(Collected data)
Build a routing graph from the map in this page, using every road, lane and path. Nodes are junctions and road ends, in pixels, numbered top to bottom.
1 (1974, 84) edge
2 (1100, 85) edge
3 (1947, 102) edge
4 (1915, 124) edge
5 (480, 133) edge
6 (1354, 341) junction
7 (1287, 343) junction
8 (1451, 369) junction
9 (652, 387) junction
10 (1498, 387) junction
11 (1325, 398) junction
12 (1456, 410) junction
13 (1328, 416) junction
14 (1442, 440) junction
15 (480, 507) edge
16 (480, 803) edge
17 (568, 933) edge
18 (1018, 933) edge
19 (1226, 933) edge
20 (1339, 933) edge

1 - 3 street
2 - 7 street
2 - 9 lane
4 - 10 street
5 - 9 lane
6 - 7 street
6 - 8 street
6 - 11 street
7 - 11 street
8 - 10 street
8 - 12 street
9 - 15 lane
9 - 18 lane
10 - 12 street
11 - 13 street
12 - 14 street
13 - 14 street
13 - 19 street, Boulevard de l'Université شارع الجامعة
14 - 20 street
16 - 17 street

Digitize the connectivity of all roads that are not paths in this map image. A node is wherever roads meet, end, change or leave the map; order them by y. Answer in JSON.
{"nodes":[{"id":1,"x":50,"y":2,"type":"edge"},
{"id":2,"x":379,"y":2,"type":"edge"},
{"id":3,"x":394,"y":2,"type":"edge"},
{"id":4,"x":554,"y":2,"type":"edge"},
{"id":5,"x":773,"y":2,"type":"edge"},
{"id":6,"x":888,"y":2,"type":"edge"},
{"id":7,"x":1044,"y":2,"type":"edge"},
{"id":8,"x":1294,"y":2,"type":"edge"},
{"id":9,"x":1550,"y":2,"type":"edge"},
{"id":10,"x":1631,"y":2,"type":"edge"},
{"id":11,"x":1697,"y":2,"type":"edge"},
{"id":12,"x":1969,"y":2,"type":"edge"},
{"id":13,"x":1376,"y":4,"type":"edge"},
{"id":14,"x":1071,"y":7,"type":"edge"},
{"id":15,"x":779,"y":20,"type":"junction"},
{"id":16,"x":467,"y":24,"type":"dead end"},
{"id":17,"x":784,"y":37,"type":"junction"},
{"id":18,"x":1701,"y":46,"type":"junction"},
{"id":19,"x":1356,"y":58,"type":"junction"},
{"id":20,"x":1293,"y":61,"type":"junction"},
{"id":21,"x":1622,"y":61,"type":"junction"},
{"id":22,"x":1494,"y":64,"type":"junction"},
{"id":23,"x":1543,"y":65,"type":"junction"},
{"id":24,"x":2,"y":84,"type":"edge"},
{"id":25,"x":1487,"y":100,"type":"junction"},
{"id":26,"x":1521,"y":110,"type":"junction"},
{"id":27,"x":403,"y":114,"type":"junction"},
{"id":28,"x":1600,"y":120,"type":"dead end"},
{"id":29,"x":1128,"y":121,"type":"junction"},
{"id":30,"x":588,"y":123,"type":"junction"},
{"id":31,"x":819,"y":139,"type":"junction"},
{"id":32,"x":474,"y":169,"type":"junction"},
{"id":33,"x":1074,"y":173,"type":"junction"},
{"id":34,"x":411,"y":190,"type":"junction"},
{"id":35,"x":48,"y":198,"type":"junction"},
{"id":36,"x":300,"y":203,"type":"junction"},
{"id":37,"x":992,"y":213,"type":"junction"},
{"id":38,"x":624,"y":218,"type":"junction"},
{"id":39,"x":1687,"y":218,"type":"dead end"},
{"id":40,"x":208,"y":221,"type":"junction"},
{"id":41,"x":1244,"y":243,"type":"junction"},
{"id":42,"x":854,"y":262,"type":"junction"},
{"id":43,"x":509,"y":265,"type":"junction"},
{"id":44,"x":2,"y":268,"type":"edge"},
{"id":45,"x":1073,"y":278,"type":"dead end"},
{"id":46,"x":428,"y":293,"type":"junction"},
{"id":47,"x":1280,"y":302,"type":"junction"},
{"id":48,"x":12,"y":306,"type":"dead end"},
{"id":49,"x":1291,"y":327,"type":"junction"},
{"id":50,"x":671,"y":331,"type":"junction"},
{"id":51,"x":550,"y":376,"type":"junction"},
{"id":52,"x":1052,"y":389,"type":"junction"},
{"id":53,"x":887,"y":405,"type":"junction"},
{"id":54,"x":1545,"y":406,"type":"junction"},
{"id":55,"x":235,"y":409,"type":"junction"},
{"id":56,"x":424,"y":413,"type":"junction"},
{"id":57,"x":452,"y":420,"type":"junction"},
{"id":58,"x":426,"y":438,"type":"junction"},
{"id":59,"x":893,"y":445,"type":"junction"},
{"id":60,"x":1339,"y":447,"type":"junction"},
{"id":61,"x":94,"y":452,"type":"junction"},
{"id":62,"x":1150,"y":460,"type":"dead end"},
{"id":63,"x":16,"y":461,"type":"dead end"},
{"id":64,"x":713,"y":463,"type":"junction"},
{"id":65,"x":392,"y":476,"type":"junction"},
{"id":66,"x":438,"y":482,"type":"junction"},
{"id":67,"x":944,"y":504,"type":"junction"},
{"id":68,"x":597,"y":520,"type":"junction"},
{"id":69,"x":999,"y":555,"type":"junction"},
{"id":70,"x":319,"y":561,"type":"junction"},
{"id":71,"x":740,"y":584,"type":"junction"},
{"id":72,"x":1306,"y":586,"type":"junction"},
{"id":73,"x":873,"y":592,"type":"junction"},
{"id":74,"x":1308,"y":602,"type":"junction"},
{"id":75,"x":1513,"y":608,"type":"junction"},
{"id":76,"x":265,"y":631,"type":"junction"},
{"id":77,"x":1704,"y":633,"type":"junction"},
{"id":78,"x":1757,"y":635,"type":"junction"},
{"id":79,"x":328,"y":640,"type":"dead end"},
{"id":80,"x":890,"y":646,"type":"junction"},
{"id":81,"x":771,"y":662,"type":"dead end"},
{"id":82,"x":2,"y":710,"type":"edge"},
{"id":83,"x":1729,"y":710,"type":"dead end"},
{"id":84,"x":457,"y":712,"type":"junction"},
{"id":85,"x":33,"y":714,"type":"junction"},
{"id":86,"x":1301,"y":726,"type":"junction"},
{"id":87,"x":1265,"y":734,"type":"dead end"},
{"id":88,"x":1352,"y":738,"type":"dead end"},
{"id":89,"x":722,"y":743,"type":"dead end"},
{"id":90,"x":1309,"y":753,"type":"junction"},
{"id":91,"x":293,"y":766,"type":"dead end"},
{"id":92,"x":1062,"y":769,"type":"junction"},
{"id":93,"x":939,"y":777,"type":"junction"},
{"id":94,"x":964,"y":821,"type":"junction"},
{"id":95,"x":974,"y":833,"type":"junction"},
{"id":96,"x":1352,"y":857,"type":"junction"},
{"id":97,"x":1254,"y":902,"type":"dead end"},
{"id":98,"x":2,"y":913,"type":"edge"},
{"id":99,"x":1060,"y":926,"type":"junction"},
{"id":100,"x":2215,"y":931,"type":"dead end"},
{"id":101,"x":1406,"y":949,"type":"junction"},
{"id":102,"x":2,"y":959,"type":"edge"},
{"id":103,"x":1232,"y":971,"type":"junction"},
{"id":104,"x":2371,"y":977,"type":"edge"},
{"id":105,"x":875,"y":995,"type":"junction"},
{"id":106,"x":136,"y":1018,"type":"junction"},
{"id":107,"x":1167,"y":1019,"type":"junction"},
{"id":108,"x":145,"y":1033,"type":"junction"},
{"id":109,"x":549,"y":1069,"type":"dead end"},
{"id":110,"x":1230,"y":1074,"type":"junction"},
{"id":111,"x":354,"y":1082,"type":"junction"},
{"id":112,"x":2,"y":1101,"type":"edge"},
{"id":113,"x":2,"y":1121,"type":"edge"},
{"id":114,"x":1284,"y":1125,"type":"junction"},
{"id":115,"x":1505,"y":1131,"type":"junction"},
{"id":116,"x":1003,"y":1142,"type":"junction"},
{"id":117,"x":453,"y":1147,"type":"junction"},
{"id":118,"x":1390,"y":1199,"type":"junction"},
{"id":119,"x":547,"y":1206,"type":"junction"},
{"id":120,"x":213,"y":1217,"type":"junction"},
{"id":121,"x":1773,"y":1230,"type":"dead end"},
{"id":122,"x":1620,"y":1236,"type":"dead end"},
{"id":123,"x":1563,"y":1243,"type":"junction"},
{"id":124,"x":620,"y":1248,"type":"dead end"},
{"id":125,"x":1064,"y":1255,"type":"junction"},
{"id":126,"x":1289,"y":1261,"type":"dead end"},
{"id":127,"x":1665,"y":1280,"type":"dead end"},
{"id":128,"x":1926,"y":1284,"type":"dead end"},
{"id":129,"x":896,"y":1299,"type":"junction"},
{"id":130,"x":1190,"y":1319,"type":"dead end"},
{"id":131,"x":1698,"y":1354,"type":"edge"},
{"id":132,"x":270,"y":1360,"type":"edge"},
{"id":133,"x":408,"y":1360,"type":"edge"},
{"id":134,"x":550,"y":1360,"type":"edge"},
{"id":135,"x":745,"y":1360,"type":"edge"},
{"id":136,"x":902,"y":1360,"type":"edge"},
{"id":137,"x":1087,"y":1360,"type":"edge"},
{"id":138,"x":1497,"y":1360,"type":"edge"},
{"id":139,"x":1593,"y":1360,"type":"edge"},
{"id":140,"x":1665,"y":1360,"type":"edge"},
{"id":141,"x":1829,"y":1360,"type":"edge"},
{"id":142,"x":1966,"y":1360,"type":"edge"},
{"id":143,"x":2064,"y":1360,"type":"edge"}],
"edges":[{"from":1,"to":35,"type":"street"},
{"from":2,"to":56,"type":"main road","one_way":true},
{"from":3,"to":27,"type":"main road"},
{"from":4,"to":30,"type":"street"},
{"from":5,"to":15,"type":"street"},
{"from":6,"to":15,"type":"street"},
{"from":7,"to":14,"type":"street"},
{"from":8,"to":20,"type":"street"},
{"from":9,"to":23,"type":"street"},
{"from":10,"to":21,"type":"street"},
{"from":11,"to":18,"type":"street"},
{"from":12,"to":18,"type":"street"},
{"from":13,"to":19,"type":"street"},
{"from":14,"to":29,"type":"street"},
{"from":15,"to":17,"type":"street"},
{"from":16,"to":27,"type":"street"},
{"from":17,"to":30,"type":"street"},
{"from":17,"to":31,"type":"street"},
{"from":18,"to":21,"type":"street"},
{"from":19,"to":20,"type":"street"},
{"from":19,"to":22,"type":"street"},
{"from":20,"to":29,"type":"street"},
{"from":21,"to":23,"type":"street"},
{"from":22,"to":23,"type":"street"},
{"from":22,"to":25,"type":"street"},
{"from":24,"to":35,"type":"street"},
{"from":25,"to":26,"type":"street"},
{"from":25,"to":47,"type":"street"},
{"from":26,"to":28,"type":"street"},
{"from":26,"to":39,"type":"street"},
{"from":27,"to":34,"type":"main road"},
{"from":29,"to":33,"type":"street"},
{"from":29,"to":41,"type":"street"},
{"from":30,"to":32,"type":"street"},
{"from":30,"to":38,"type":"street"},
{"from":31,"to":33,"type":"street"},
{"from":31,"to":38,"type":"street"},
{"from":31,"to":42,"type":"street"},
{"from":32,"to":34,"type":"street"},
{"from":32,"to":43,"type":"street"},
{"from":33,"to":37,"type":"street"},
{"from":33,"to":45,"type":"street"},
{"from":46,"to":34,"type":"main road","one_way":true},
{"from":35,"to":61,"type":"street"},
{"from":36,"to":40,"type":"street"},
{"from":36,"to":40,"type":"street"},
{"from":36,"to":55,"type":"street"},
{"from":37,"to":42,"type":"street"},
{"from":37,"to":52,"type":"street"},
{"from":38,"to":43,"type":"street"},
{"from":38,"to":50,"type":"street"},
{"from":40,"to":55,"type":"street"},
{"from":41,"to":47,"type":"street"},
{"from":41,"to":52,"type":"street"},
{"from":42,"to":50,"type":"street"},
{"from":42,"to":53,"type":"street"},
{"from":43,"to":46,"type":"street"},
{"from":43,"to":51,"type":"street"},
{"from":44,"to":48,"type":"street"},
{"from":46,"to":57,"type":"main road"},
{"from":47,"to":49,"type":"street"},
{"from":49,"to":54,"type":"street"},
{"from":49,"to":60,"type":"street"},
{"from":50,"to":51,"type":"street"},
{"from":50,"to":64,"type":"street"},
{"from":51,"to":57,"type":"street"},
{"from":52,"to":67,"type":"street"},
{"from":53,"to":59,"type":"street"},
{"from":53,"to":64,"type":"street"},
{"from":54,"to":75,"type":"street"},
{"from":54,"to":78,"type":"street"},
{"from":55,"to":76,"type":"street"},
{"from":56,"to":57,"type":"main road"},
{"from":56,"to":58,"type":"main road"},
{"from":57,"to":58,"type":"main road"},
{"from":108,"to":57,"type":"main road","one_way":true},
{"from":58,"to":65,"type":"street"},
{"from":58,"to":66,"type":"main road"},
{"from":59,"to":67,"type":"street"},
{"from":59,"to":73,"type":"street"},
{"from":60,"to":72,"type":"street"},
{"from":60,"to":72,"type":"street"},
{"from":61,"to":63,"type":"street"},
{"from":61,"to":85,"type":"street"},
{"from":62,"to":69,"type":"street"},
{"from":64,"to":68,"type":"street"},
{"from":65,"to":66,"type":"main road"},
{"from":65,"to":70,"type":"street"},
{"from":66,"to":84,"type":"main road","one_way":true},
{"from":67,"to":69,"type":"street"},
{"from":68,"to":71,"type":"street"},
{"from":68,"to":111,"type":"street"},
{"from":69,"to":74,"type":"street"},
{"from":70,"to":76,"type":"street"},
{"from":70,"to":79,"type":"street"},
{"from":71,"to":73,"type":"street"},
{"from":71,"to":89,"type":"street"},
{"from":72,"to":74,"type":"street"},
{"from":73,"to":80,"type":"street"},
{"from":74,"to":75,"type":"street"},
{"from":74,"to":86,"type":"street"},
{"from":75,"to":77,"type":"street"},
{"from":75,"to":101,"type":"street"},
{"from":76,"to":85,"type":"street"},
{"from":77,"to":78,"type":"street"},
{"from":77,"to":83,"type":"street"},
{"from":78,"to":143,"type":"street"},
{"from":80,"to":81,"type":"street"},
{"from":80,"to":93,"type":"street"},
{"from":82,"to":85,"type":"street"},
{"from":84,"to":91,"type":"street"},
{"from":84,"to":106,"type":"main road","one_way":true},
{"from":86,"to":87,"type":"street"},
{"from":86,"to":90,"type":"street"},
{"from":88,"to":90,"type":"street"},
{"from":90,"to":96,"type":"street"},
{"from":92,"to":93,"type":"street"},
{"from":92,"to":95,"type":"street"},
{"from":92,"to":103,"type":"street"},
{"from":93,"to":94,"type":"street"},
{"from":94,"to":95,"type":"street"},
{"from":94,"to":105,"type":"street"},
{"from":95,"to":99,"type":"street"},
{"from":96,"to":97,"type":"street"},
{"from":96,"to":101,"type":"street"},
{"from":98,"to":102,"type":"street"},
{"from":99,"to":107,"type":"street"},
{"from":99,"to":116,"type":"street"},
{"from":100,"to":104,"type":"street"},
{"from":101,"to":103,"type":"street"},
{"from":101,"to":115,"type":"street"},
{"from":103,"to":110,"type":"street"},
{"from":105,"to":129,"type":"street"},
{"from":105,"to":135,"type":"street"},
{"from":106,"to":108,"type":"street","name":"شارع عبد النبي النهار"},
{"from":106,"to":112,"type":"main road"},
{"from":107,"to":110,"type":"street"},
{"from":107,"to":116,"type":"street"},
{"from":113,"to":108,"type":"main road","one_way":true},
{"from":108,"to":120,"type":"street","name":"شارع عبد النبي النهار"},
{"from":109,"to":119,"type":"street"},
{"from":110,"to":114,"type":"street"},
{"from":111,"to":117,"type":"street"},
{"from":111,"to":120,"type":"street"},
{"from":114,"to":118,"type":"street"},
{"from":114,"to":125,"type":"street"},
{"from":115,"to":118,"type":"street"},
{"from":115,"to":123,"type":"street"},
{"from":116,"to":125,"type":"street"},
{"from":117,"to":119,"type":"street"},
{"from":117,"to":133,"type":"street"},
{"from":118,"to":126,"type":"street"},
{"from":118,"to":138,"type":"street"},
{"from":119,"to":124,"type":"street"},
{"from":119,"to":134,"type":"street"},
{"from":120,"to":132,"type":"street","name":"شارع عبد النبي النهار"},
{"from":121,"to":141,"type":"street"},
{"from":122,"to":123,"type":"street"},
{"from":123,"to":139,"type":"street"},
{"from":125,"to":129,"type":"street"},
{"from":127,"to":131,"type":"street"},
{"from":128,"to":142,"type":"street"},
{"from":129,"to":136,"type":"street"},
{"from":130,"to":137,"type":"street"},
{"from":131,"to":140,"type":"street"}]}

> **Activity**:
In the records above, find each line with the word "name" and copy it.

> **Answer to the problem**:
{"from":106,"to":108,"type":"street","name":"شارع عبد النبي النهار"},
{"from":108,"to":120,"type":"street","name":"شارع عبد النبي النهار"},
{"from":120,"to":132,"type":"street","name":"شارع عبد النبي النهار"},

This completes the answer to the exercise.